## DIRECTIONS
Repeat the data in full. Drop every picture.

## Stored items
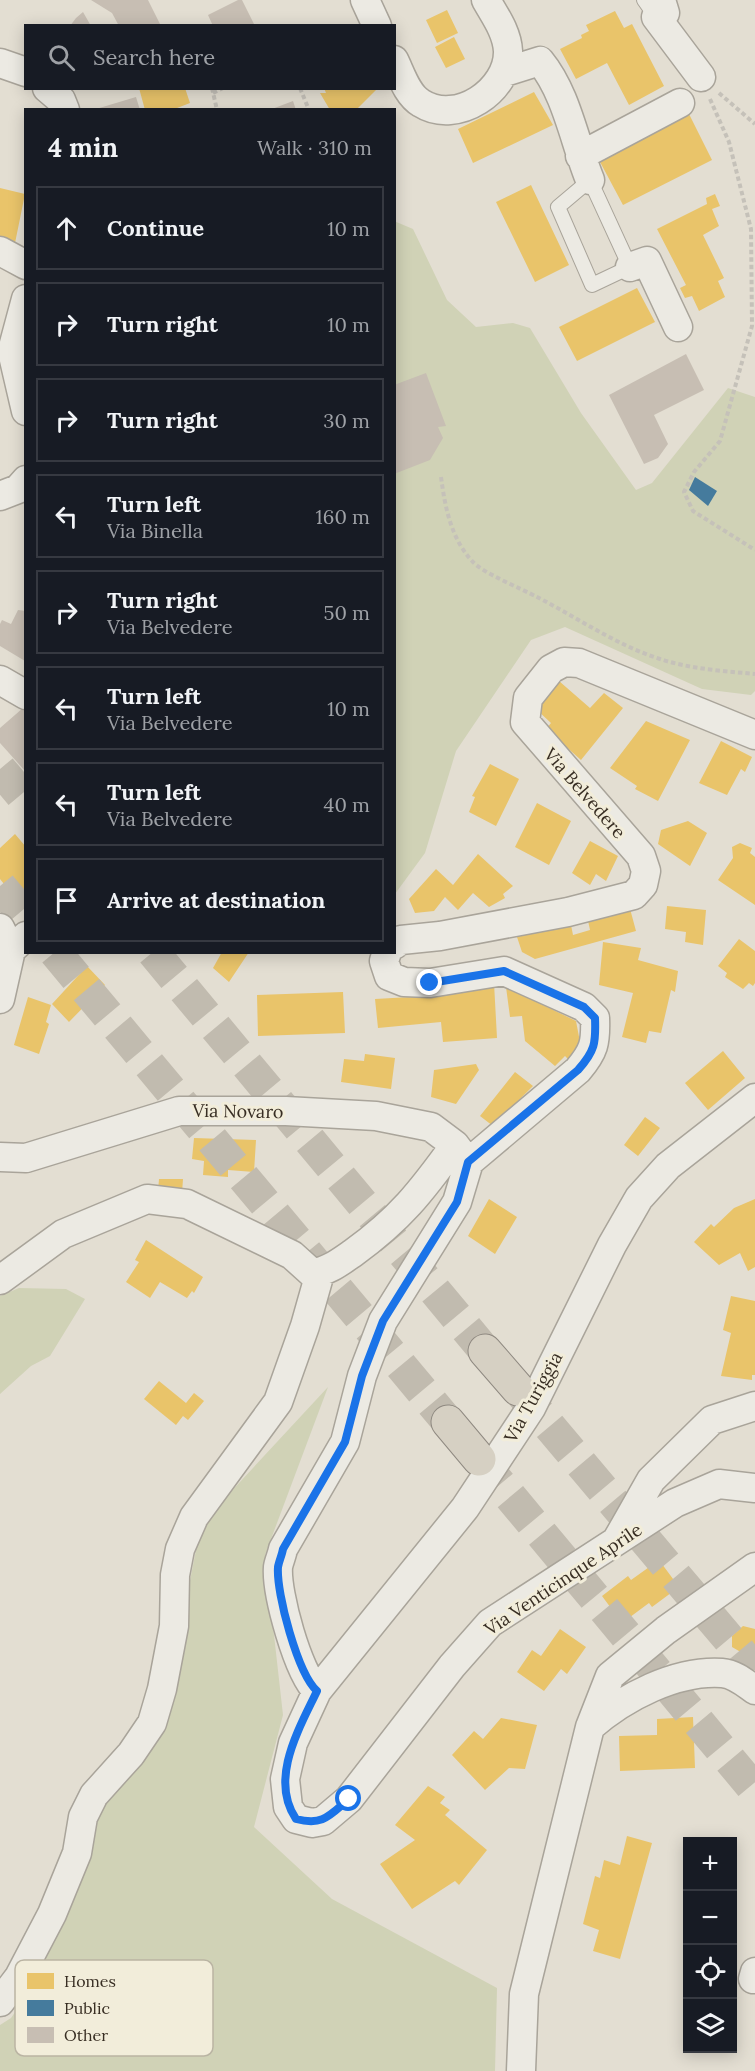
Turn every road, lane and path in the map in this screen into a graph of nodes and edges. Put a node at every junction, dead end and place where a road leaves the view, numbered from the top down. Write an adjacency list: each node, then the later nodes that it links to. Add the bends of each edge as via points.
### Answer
1 (365, 0): 4 (street)
2 (486, 0): 8 (street, via 506,38)
3 (654, 6): 9 (street)
4 (376, 24)
5 (0, 63): 7 (street)
6 (396, 64): 8 (street, via 410,93 421,104 435,108 467,106 482,99)
7 (24, 71)
8 (505, 72): 20 (street, via 540,61 557,87)
9 (701, 76): 19 (path); 30 (path, via 729,142 751,230 752,326 720,441 694,472 684,492 693,511)
10 (45, 90): 15 (street)
11 (48, 90): 16 (street, via 61,100)
12 (301, 90): 18 (path)
13 (213, 91): 17 (path)
14 (681, 103): 20 (street)
15 (50, 108)
16 (64, 108)
17 (217, 108)
18 (308, 108)
19 (755, 124)
20 (585, 168): 23 (lane); 23 (lane, via 558,207 592,285)
21 (0, 251): 22 (street)
22 (24, 264)
23 (630, 267): 25 (street, via 647,261)
24 (24, 306): 26 (street, via 12,351)
25 (678, 327)
26 (24, 402)
27 (441, 477): 31 (path, via 454,533 473,563 615,641 661,660)
28 (24, 482): 29 (street)
29 (0, 496)
30 (755, 550)
31 (755, 674)
32 (0, 680): 33 (street)
33 (24, 694)
34 (755, 735): 36 (street, Via Belvedere, via 579,663 564,662 551,669 528,698 525,722 641,856 646,872 643,885 634,896 568,912)
35 (12, 938): 38 (street)
36 (396, 944)
37 (386, 954): 40 (street, via 384,961 389,976 404,982 430,983 504,971 584,1007 595,1018 592,1054 578,1070)
38 (0, 999)
39 (752, 1102): 53 (street, Via Turiggia, via 668,1166 639,1198 531,1408 465,1508)
40 (462, 1154): 41 (street, Via Novaro, via 431,1127 376,1116 179,1111 26,1158); 42 (street, via 382,1232); 53 (street, via 457,1202 383,1321 362,1376 345,1442 283,1549 278,1566 294,1650 310,1685)
41 (0, 1157)
42 (320, 1273): 43 (street, via 312,1273 292,1255 187,1204 147,1199 63,1234); 55 (street, via 278,1402 195,1517 180,1549 174,1626 152,1722 131,1754 94,1795 83,1817 77,1853)
43 (0, 1280)
44 (485, 1351): 45 (highway)
45 (518, 1389)
46 (755, 1406): 50 (street, via 712,1420 651,1480)
47 (448, 1422): 48 (highway)
48 (479, 1459)
49 (755, 1488): 50 (street, Via Venticinque Aprile, via 719,1484 675,1503)
50 (617, 1540): 53 (street, Via Venticinque Aprile, via 490,1623 349,1799 323,1821 312,1823 296,1819 288,1807 285,1779 293,1743)
51 (755, 1566): 54 (street, via 610,1676)
52 (755, 1690): 54 (street, via 723,1673 672,1680 632,1698)
53 (317, 1691)
54 (590, 1727): 58 (street, via 524,1994)
55 (28, 1960)
56 (15, 1982): 57 (street)
57 (0, 2002)
58 (521, 2071)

## ANSWER BOX
Turn every road, lane and path in the map in this screen into a graph of nodes and edges. Put a node at every junction, dead end and place where a road leaves the view, numbered from the top down. Write an adjacency list: each node, then the later nodes that it links to. Add the bends of each edge as via points.
### Answer
1 (365, 0): 4 (street)
2 (486, 0): 8 (street, via 506,38)
3 (654, 6): 9 (street)
4 (376, 24)
5 (0, 63): 7 (street)
6 (396, 64): 8 (street, via 410,93 421,104 435,108 467,106 482,99)
7 (24, 71)
8 (505, 72): 20 (street, via 540,61 557,87)
9 (701, 76): 19 (path); 30 (path, via 729,142 751,230 752,326 720,441 694,472 684,492 693,511)
10 (45, 90): 15 (street)
11 (48, 90): 16 (street, via 61,100)
12 (301, 90): 18 (path)
13 (213, 91): 17 (path)
14 (681, 103): 20 (street)
15 (50, 108)
16 (64, 108)
17 (217, 108)
18 (308, 108)
19 (755, 124)
20 (585, 168): 23 (lane); 23 (lane, via 558,207 592,285)
21 (0, 251): 22 (street)
22 (24, 264)
23 (630, 267): 25 (street, via 647,261)
24 (24, 306): 26 (street, via 12,351)
25 (678, 327)
26 (24, 402)
27 (441, 477): 31 (path, via 454,533 473,563 615,641 661,660)
28 (24, 482): 29 (street)
29 (0, 496)
30 (755, 550)
31 (755, 674)
32 (0, 680): 33 (street)
33 (24, 694)
34 (755, 735): 36 (street, Via Belvedere, via 579,663 564,662 551,669 528,698 525,722 641,856 646,872 643,885 634,896 568,912)
35 (12, 938): 38 (street)
36 (396, 944)
37 (386, 954): 40 (street, via 384,961 389,976 404,982 430,983 504,971 584,1007 595,1018 592,1054 578,1070)
38 (0, 999)
39 (752, 1102): 53 (street, Via Turiggia, via 668,1166 639,1198 531,1408 465,1508)
40 (462, 1154): 41 (street, Via Novaro, via 431,1127 376,1116 179,1111 26,1158); 42 (street, via 382,1232); 53 (street, via 457,1202 383,1321 362,1376 345,1442 283,1549 278,1566 294,1650 310,1685)
41 (0, 1157)
42 (320, 1273): 43 (street, via 312,1273 292,1255 187,1204 147,1199 63,1234); 55 (street, via 278,1402 195,1517 180,1549 174,1626 152,1722 131,1754 94,1795 83,1817 77,1853)
43 (0, 1280)
44 (485, 1351): 45 (highway)
45 (518, 1389)
46 (755, 1406): 50 (street, via 712,1420 651,1480)
47 (448, 1422): 48 (highway)
48 (479, 1459)
49 (755, 1488): 50 (street, Via Venticinque Aprile, via 719,1484 675,1503)
50 (617, 1540): 53 (street, Via Venticinque Aprile, via 490,1623 349,1799 323,1821 312,1823 296,1819 288,1807 285,1779 293,1743)
51 (755, 1566): 54 (street, via 610,1676)
52 (755, 1690): 54 (street, via 723,1673 672,1680 632,1698)
53 (317, 1691)
54 (590, 1727): 58 (street, via 524,1994)
55 (28, 1960)
56 (15, 1982): 57 (street)
57 (0, 2002)
58 (521, 2071)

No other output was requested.